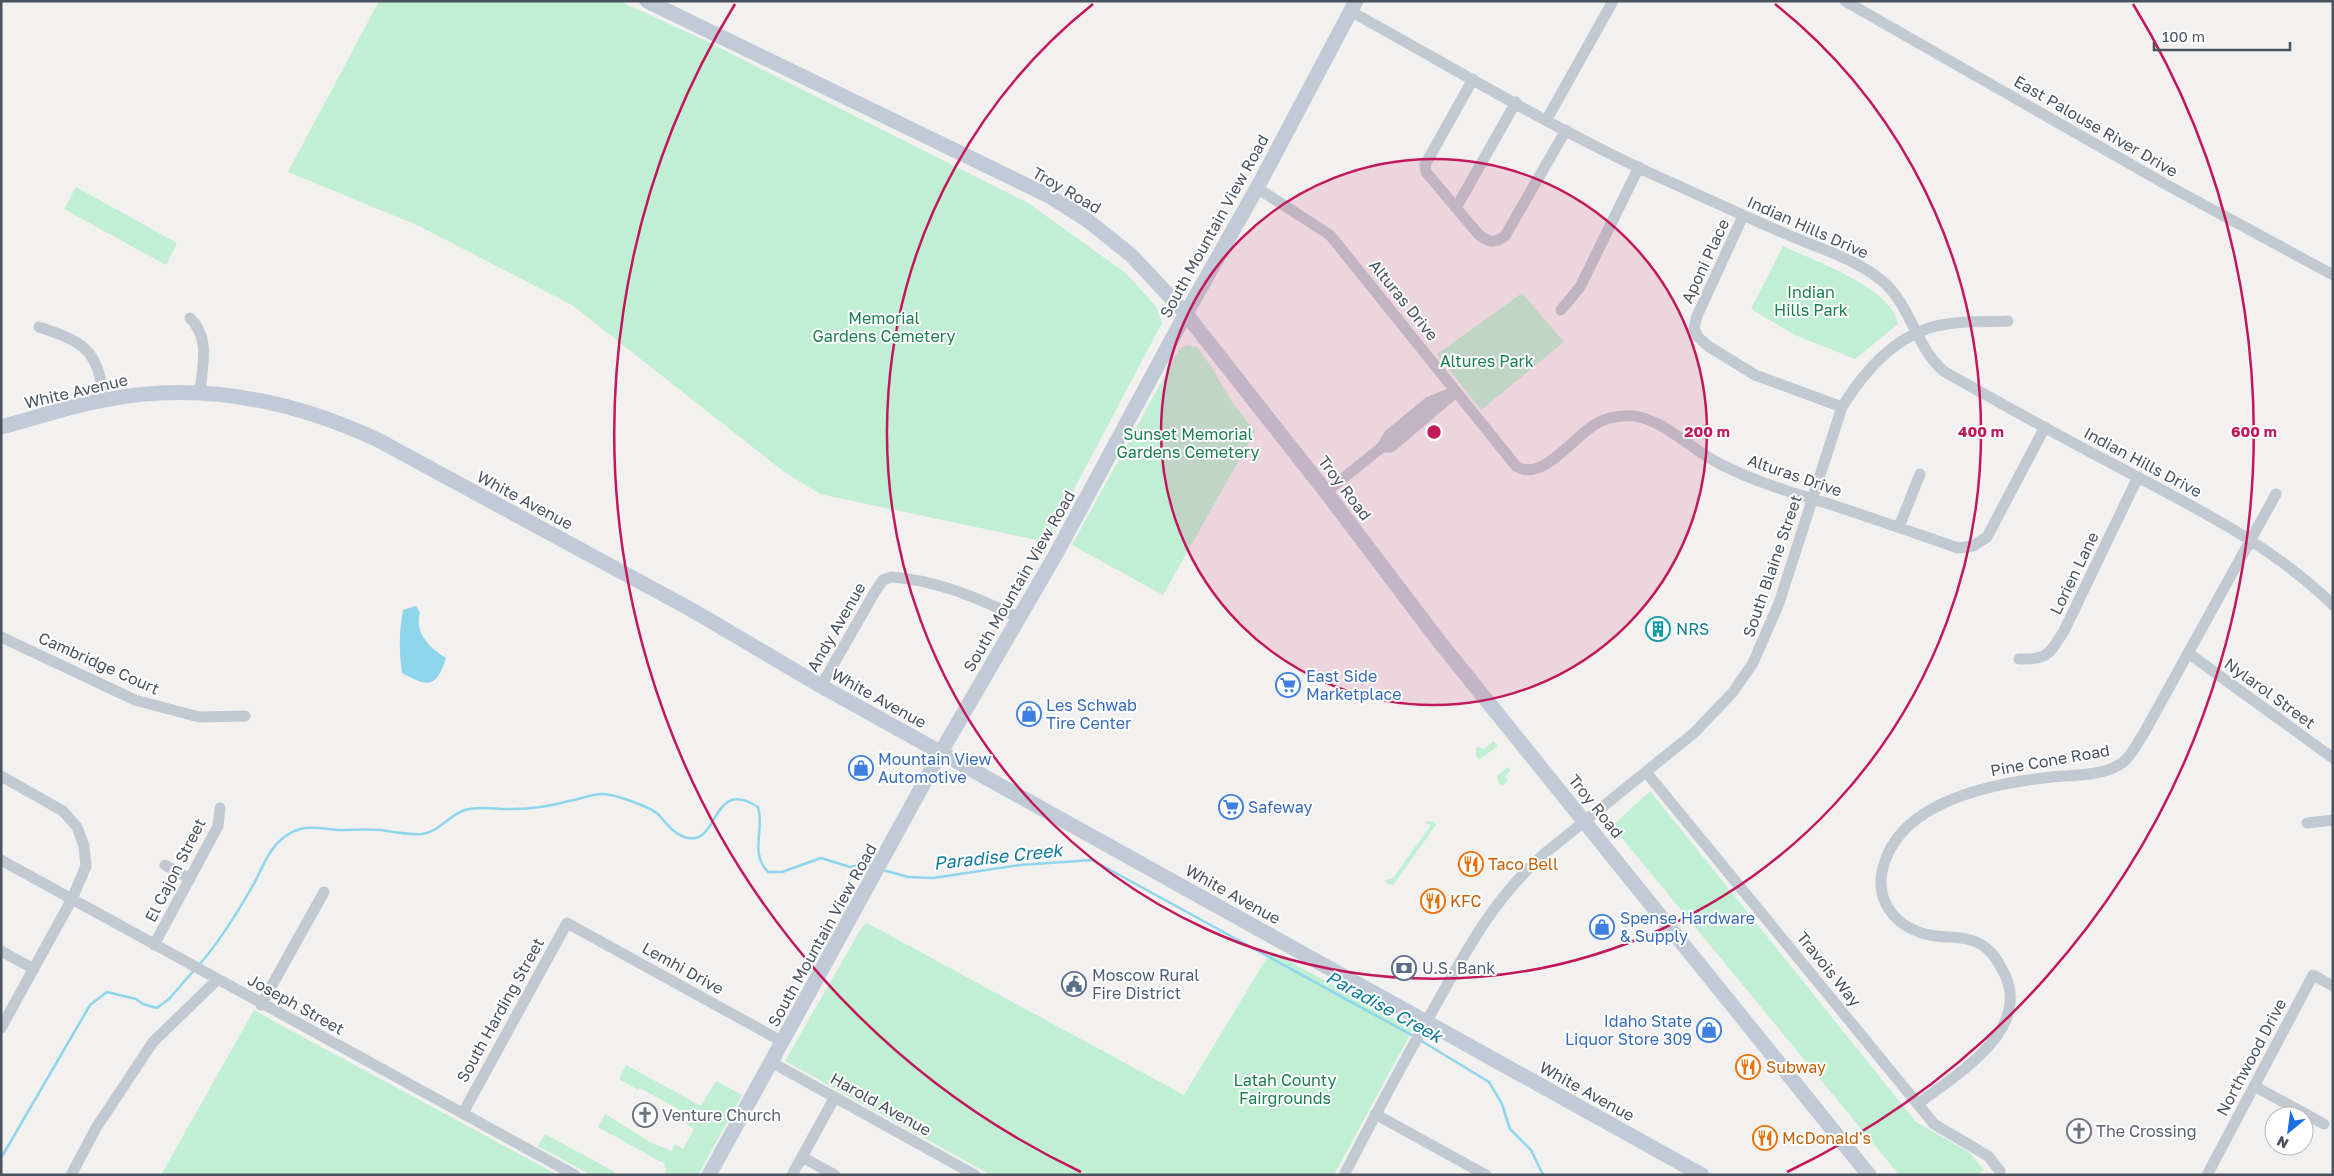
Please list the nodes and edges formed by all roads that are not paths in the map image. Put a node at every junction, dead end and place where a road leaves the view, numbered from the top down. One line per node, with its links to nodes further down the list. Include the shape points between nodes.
1 (647, 1): 15 (street, Troy Road, via 1049,196 1087,220 1131,255)
2 (1613, 1): 7 (street)
3 (1845, 1): 13 (street, East Palouse River Drive, via 2167,185)
4 (1353, 6): 5 (street, Indian Hills Drive); 10 (street, South Mountain View Road)
5 (1474, 79): 6 (street, Indian Hills Drive); 11 (street, via 1425,164 1426,172)
6 (1516, 102): 7 (street, Indian Hills Drive); 11 (street)
7 (1547, 120): 8 (street, Indian Hills Drive)
8 (1566, 130): 9 (street, Indian Hills Drive); 11 (street, via 1509,230 1497,242 1488,242 1479,235)
9 (1639, 167): 12 (street, Indian Hills Drive); 14 (street, via 1580,287)
10 (1257, 188): 15 (street, South Mountain View Road); 20 (street, Alturas Drive, via 1330,235)
11 (1456, 208)
12 (1743, 216): 19 (street, Indian Hills Drive, via 1860,266 1882,280 1909,314); 23 (street, Aponi Place, via 1697,316 1694,328 1698,337 1755,375)
13 (2333, 275)
14 (1562, 310)
15 (1186, 314): 28 (street, Troy Road); 34 (street, South Mountain View Road)
16 (190, 318): 21 (street, via 199,328 204,343)
17 (2008, 322): 19 (street, South Blaine Street, via 1945,324)
18 (39, 327): 22 (street, via 58,333 89,351 101,375)
19 (1918, 333): 23 (street, South Blaine Street, via 1875,362); 25 (street, Indian Hills Drive, via 1935,365 1944,372)
20 (1456, 391): 28 (street, via 1391,447 1382,447); 30 (street, Alturas Drive, via 1522,470 1534,470 1548,463 1595,424 1611,417 1632,416 1652,420 1722,465)
21 (200, 393): 22 (street, White Avenue); 38 (street, White Avenue, via 295,407 347,425 692,610)
22 (104, 400): 24 (street, White Avenue)
23 (1842, 407): 30 (street, South Blaine Street)
24 (1, 427)
25 (2045, 428): 27 (street, Indian Hills Drive); 31 (street, Alturas Drive, via 1988,537 1973,546 1958,548)
26 (1920, 474): 31 (street)
27 (2138, 478): 32 (street, Indian Hills Drive); 37 (street, Lorien Lane, via 2060,638 2039,660)
28 (1326, 492): 46 (street, Troy Road, via 1438,640)
29 (2276, 494): 32 (street, Pine Cone Road)
30 (1812, 499): 31 (street, Alturas Drive); 42 (street, South Blaine Street, via 1779,604 1752,663 1733,692 1694,733)
31 (1899, 527)
32 (2250, 541): 33 (street, Indian Hills Drive, via 2312,585); 36 (street, Pine Cone Road)
33 (2333, 605)
34 (1019, 618): 38 (street, Andy Avenue, via 975,597 891,577 880,584); 40 (street, South Mountain View Road)
35 (1, 637): 39 (street, Cambridge Court, via 135,700 199,716)
36 (2188, 653): 41 (street, Nylarol Street); 66 (street, Pine Cone Road, via 2144,733 2121,764 2105,770 2014,781 1967,793 1916,819 1895,840 1880,881 1888,910 1915,931 1960,937 1988,948 2010,986 2012,1003 2004,1026 1992,1044)
37 (2019, 659)
38 (821, 686): 40 (street, White Avenue)
39 (245, 716)
40 (941, 752): 60 (street, White Avenue); 62 (street, South Mountain View Road)
41 (2333, 758)
42 (1646, 772): 46 (street, South Blaine Street); 66 (street, Travois Way)
43 (1, 776): 52 (street, via 63,811 77,827 84,846 86,866)
44 (220, 808): 50 (street, El Cajon Street, via 218,826)
45 (2333, 820): 47 (street)
46 (1586, 821): 60 (street, South Blaine Street, via 1529,868 1493,908); 81 (street, Troy Road)
47 (2307, 824)
48 (1, 860): 52 (street, Joseph Street)
49 (165, 865): 50 (street)
50 (190, 879): 54 (street, El Cajon Street)
51 (324, 892): 59 (street)
52 (72, 899): 54 (street, Joseph Street); 56 (street)
53 (567, 923): 62 (street, Lemhi Drive); 67 (street, South Harding Street)
54 (154, 945): 57 (street, Joseph Street)
55 (1, 951): 56 (street)
56 (34, 969): 61 (street)
57 (217, 980): 59 (street, Joseph Street); 72 (street, via 153,1042 96,1128)
58 (2333, 986): 64 (street, Northwood Drive, via 2313,975)
59 (261, 1005): 67 (street, Joseph Street)
60 (1425, 1025): 68 (street, South Blaine Street); 80 (street, White Avenue)
61 (1, 1028)
62 (783, 1042): 63 (street, South Mountain View Road)
63 (771, 1062): 65 (street, Harold Avenue); 74 (street, South Mountain View Road)
64 (2254, 1086): 69 (street); 82 (street, Northwood Drive)
65 (835, 1097): 70 (street); 77 (street, Harold Avenue)
66 (1918, 1104): 71 (street, Travois Way, via 1934,1124 1988,1156)
67 (463, 1113): 73 (street, Joseph Street)
68 (1375, 1114): 78 (street, South Blaine Street); 79 (street)
69 (2324, 1124)
70 (802, 1157): 75 (street); 76 (street)
71 (2000, 1171)
72 (71, 1175)
73 (576, 1175)
74 (709, 1175)
75 (792, 1175)
76 (835, 1175)
77 (975, 1175)
78 (1344, 1175)
79 (1486, 1175)
80 (1702, 1175)
81 (1869, 1175)
82 (2207, 1175)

→ WORK ORDER
The copy should match each line above exactly and contain no images.

→ WRITTEN RESPONSE
Please list the nodes and edges formed by all roads that are not paths in the map image. Put a node at every junction, dead end and place where a road leaves the view, numbered from the top down. One line per node, with its links to nodes further down the list. Include the shape points between nodes.
1 (647, 1): 15 (street, Troy Road, via 1049,196 1087,220 1131,255)
2 (1613, 1): 7 (street)
3 (1845, 1): 13 (street, East Palouse River Drive, via 2167,185)
4 (1353, 6): 5 (street, Indian Hills Drive); 10 (street, South Mountain View Road)
5 (1474, 79): 6 (street, Indian Hills Drive); 11 (street, via 1425,164 1426,172)
6 (1516, 102): 7 (street, Indian Hills Drive); 11 (street)
7 (1547, 120): 8 (street, Indian Hills Drive)
8 (1566, 130): 9 (street, Indian Hills Drive); 11 (street, via 1509,230 1497,242 1488,242 1479,235)
9 (1639, 167): 12 (street, Indian Hills Drive); 14 (street, via 1580,287)
10 (1257, 188): 15 (street, South Mountain View Road); 20 (street, Alturas Drive, via 1330,235)
11 (1456, 208)
12 (1743, 216): 19 (street, Indian Hills Drive, via 1860,266 1882,280 1909,314); 23 (street, Aponi Place, via 1697,316 1694,328 1698,337 1755,375)
13 (2333, 275)
14 (1562, 310)
15 (1186, 314): 28 (street, Troy Road); 34 (street, South Mountain View Road)
16 (190, 318): 21 (street, via 199,328 204,343)
17 (2008, 322): 19 (street, South Blaine Street, via 1945,324)
18 (39, 327): 22 (street, via 58,333 89,351 101,375)
19 (1918, 333): 23 (street, South Blaine Street, via 1875,362); 25 (street, Indian Hills Drive, via 1935,365 1944,372)
20 (1456, 391): 28 (street, via 1391,447 1382,447); 30 (street, Alturas Drive, via 1522,470 1534,470 1548,463 1595,424 1611,417 1632,416 1652,420 1722,465)
21 (200, 393): 22 (street, White Avenue); 38 (street, White Avenue, via 295,407 347,425 692,610)
22 (104, 400): 24 (street, White Avenue)
23 (1842, 407): 30 (street, South Blaine Street)
24 (1, 427)
25 (2045, 428): 27 (street, Indian Hills Drive); 31 (street, Alturas Drive, via 1988,537 1973,546 1958,548)
26 (1920, 474): 31 (street)
27 (2138, 478): 32 (street, Indian Hills Drive); 37 (street, Lorien Lane, via 2060,638 2039,660)
28 (1326, 492): 46 (street, Troy Road, via 1438,640)
29 (2276, 494): 32 (street, Pine Cone Road)
30 (1812, 499): 31 (street, Alturas Drive); 42 (street, South Blaine Street, via 1779,604 1752,663 1733,692 1694,733)
31 (1899, 527)
32 (2250, 541): 33 (street, Indian Hills Drive, via 2312,585); 36 (street, Pine Cone Road)
33 (2333, 605)
34 (1019, 618): 38 (street, Andy Avenue, via 975,597 891,577 880,584); 40 (street, South Mountain View Road)
35 (1, 637): 39 (street, Cambridge Court, via 135,700 199,716)
36 (2188, 653): 41 (street, Nylarol Street); 66 (street, Pine Cone Road, via 2144,733 2121,764 2105,770 2014,781 1967,793 1916,819 1895,840 1880,881 1888,910 1915,931 1960,937 1988,948 2010,986 2012,1003 2004,1026 1992,1044)
37 (2019, 659)
38 (821, 686): 40 (street, White Avenue)
39 (245, 716)
40 (941, 752): 60 (street, White Avenue); 62 (street, South Mountain View Road)
41 (2333, 758)
42 (1646, 772): 46 (street, South Blaine Street); 66 (street, Travois Way)
43 (1, 776): 52 (street, via 63,811 77,827 84,846 86,866)
44 (220, 808): 50 (street, El Cajon Street, via 218,826)
45 (2333, 820): 47 (street)
46 (1586, 821): 60 (street, South Blaine Street, via 1529,868 1493,908); 81 (street, Troy Road)
47 (2307, 824)
48 (1, 860): 52 (street, Joseph Street)
49 (165, 865): 50 (street)
50 (190, 879): 54 (street, El Cajon Street)
51 (324, 892): 59 (street)
52 (72, 899): 54 (street, Joseph Street); 56 (street)
53 (567, 923): 62 (street, Lemhi Drive); 67 (street, South Harding Street)
54 (154, 945): 57 (street, Joseph Street)
55 (1, 951): 56 (street)
56 (34, 969): 61 (street)
57 (217, 980): 59 (street, Joseph Street); 72 (street, via 153,1042 96,1128)
58 (2333, 986): 64 (street, Northwood Drive, via 2313,975)
59 (261, 1005): 67 (street, Joseph Street)
60 (1425, 1025): 68 (street, South Blaine Street); 80 (street, White Avenue)
61 (1, 1028)
62 (783, 1042): 63 (street, South Mountain View Road)
63 (771, 1062): 65 (street, Harold Avenue); 74 (street, South Mountain View Road)
64 (2254, 1086): 69 (street); 82 (street, Northwood Drive)
65 (835, 1097): 70 (street); 77 (street, Harold Avenue)
66 (1918, 1104): 71 (street, Travois Way, via 1934,1124 1988,1156)
67 (463, 1113): 73 (street, Joseph Street)
68 (1375, 1114): 78 (street, South Blaine Street); 79 (street)
69 (2324, 1124)
70 (802, 1157): 75 (street); 76 (street)
71 (2000, 1171)
72 (71, 1175)
73 (576, 1175)
74 (709, 1175)
75 (792, 1175)
76 (835, 1175)
77 (975, 1175)
78 (1344, 1175)
79 (1486, 1175)
80 (1702, 1175)
81 (1869, 1175)
82 (2207, 1175)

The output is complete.